## TASK DETAILS
Look through the lines below and extract each one that contains "Right".

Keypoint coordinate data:
------------------------------------------------------------------------

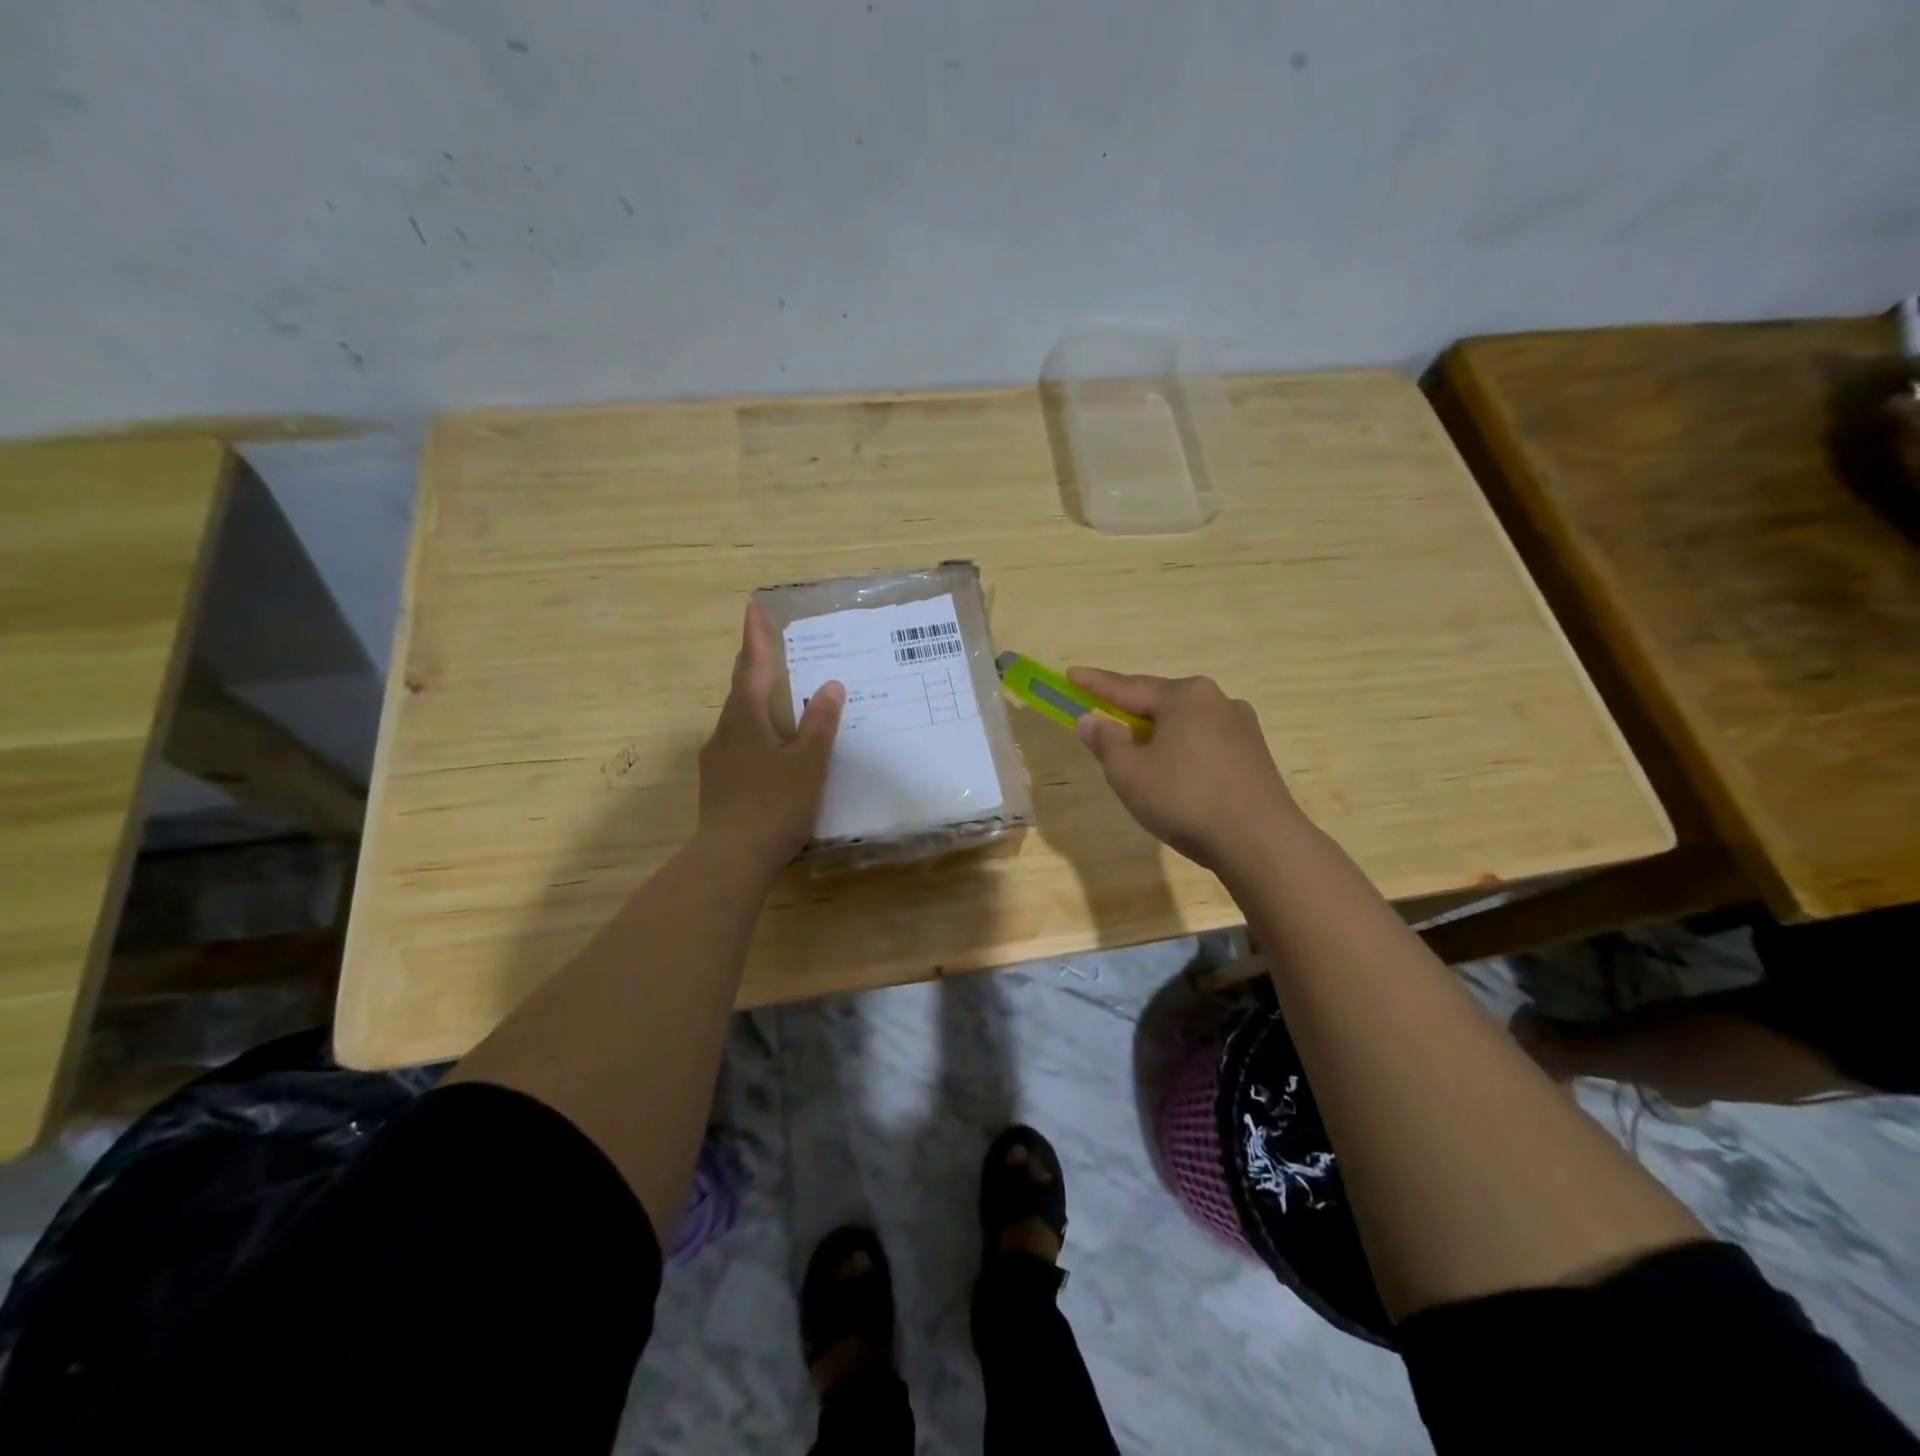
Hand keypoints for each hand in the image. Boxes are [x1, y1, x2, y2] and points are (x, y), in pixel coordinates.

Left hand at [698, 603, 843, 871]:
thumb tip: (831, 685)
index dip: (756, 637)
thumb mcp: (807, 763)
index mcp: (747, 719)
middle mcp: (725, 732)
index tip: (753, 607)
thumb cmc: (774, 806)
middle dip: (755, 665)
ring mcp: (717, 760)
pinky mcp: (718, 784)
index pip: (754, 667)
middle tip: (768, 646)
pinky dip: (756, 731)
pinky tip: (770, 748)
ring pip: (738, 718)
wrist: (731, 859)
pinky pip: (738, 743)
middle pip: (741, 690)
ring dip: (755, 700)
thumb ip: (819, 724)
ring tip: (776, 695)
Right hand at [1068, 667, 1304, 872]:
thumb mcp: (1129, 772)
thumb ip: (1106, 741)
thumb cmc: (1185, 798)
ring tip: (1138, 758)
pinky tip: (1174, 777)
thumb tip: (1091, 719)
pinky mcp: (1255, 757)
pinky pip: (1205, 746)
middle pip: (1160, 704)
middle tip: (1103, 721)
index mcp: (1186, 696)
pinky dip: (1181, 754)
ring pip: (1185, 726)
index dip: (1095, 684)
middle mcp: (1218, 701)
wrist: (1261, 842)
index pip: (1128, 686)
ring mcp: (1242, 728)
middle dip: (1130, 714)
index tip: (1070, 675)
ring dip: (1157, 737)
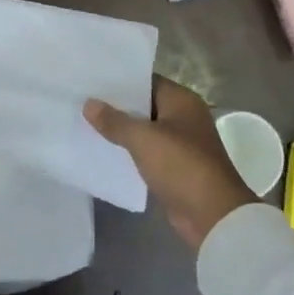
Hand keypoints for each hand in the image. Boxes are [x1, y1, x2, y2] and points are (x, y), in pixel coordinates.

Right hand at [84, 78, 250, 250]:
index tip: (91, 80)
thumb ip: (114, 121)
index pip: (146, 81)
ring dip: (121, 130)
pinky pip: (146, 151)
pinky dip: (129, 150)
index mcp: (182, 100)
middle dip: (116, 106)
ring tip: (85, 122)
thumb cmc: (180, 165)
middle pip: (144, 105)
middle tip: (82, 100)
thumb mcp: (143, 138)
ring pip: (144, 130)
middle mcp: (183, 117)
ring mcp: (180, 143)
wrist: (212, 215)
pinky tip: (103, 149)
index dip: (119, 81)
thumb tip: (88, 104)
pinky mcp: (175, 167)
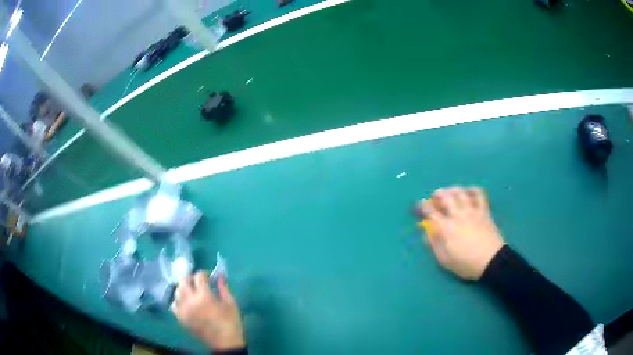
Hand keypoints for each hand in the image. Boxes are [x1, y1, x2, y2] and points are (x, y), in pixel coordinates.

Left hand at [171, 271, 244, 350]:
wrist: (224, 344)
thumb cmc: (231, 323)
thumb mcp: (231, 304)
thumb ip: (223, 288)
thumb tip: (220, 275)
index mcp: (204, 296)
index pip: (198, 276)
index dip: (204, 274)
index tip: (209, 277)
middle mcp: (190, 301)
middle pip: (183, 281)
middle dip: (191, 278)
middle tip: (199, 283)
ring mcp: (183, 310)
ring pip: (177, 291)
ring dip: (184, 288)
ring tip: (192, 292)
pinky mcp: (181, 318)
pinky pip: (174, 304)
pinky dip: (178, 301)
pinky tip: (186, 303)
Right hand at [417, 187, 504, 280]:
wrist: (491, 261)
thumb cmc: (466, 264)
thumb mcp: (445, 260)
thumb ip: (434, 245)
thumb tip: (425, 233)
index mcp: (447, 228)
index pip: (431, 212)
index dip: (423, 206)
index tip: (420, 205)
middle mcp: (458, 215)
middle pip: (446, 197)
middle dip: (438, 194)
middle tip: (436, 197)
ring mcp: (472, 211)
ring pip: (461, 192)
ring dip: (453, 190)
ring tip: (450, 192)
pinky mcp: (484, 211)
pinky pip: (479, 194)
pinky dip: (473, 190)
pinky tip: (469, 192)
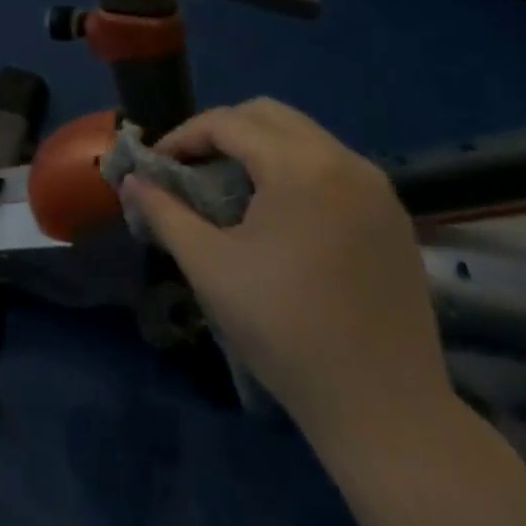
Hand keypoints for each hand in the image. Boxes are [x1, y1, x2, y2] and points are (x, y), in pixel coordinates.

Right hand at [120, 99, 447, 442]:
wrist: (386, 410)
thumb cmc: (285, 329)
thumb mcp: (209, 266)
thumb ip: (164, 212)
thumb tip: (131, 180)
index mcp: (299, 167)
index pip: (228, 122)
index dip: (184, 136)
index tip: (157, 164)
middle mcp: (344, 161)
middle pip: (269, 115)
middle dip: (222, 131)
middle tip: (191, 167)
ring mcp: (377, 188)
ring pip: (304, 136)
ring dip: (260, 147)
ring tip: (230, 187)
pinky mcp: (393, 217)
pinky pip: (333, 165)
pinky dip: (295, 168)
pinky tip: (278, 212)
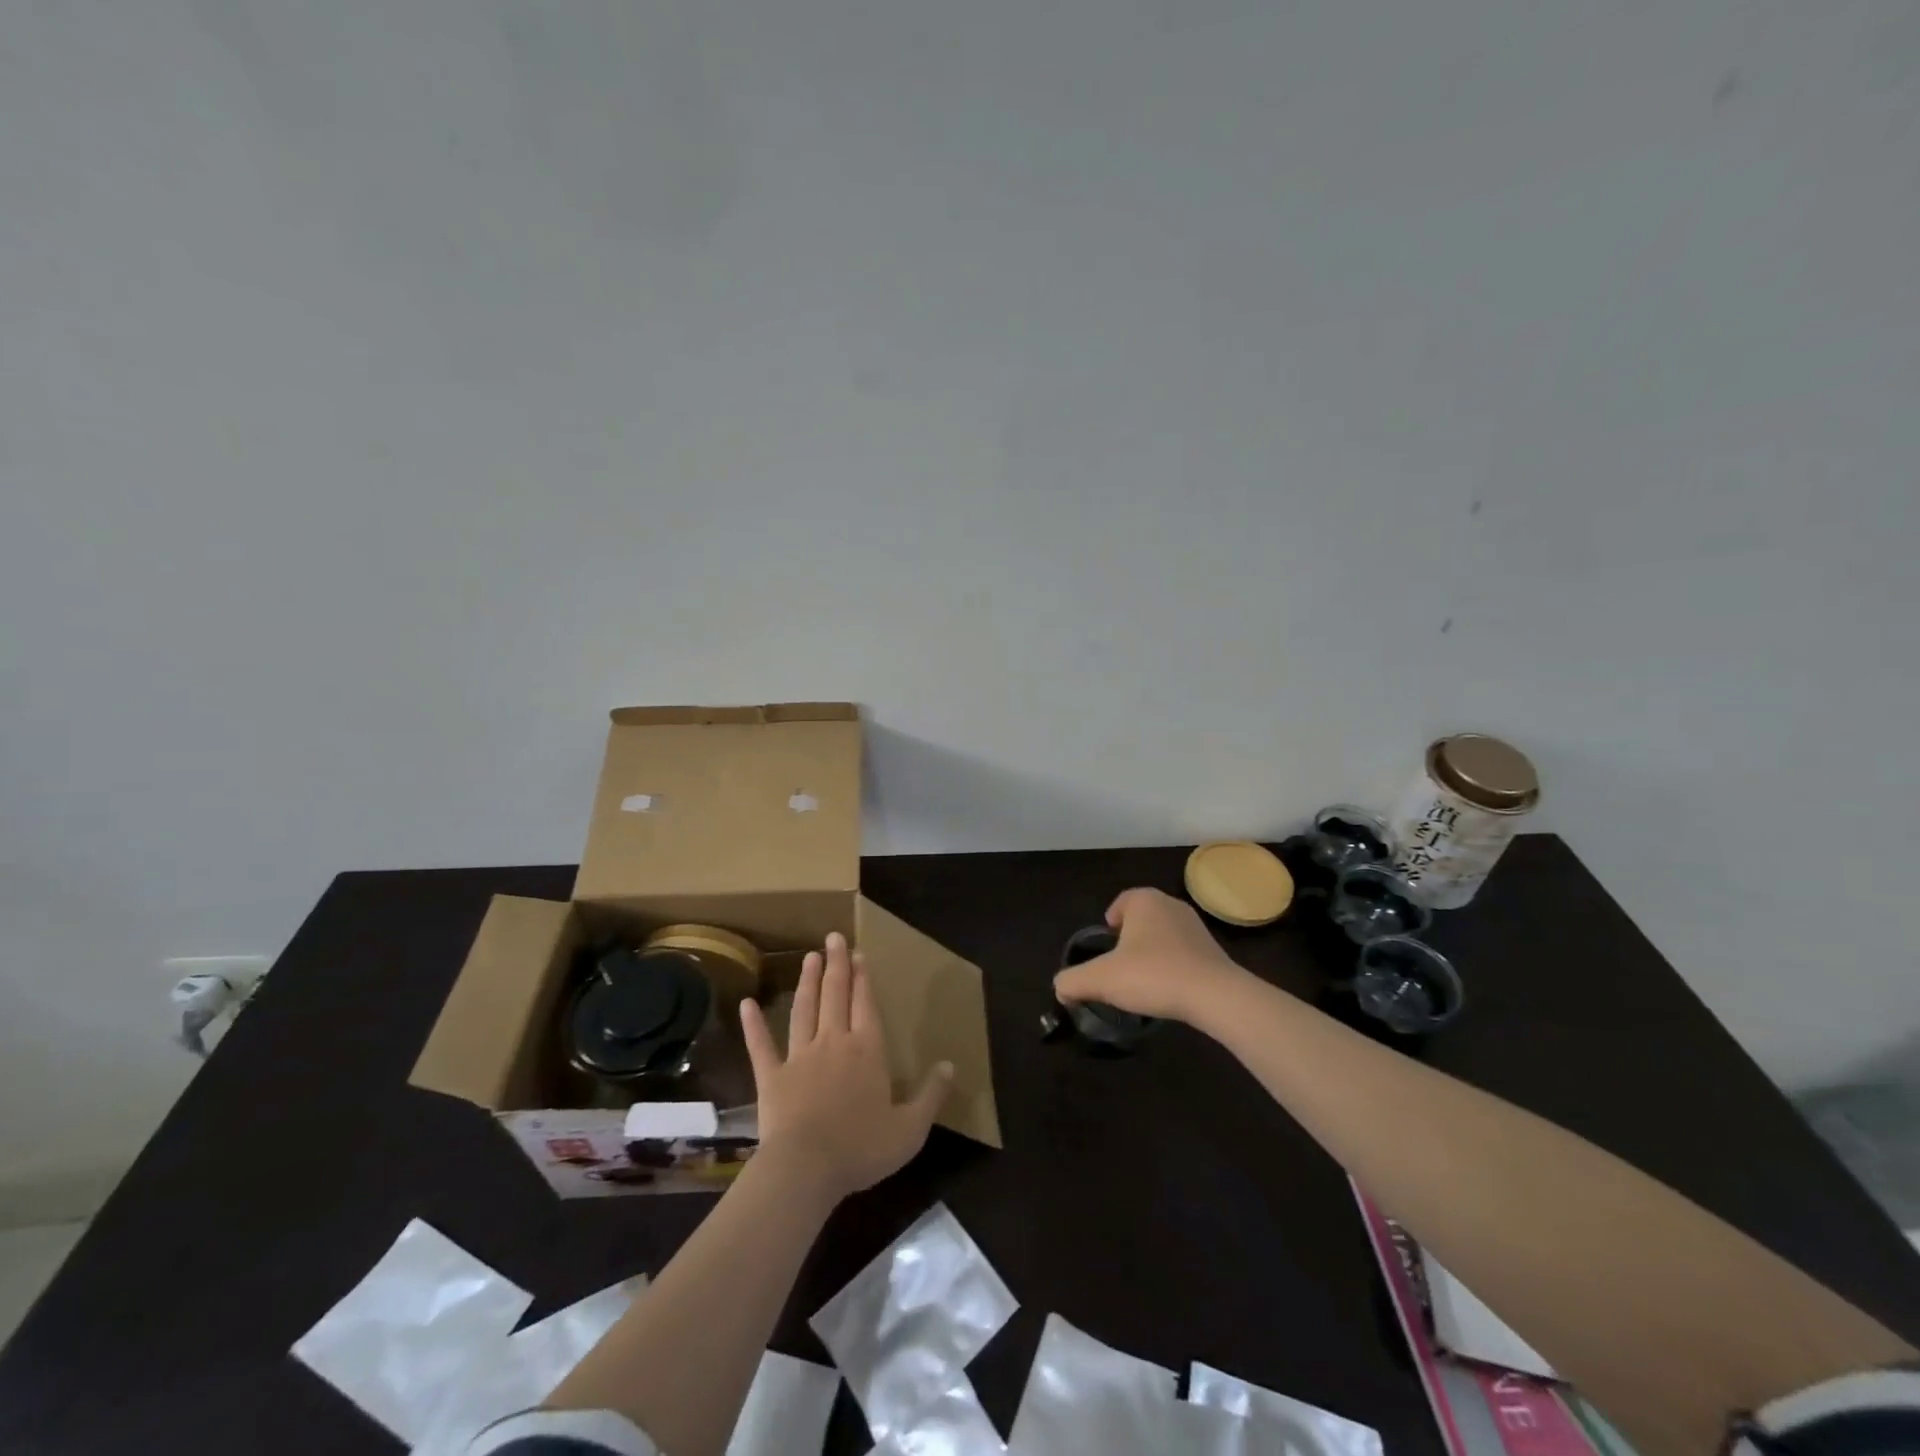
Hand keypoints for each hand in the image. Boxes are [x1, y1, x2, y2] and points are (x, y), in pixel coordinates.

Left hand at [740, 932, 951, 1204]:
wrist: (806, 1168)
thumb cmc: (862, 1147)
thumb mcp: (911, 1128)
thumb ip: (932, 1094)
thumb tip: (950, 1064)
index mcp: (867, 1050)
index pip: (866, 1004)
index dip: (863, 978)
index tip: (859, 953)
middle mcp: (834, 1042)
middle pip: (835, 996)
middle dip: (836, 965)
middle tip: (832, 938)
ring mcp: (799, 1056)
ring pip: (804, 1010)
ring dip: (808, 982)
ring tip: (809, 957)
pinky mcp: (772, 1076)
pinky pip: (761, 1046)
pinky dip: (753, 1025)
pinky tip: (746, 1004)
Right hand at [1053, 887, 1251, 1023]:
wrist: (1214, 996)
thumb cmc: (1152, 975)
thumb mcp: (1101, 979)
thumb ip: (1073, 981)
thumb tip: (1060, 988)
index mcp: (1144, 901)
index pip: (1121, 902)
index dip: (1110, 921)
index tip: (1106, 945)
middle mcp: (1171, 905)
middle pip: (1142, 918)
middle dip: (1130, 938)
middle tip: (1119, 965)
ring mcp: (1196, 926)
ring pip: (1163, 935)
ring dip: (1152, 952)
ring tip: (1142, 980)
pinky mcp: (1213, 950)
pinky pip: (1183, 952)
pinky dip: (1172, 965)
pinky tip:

------------------------------------------------------------------------

## WRITTEN RESPONSE
Right hand at [1068, 667, 1304, 872]:
Right hand at [84, 78, 250, 250]:
Right hand at [417, 187, 504, 280]:
Right hand at [120, 99, 447, 442]:
Right hand at [1053, 887, 1251, 1023]:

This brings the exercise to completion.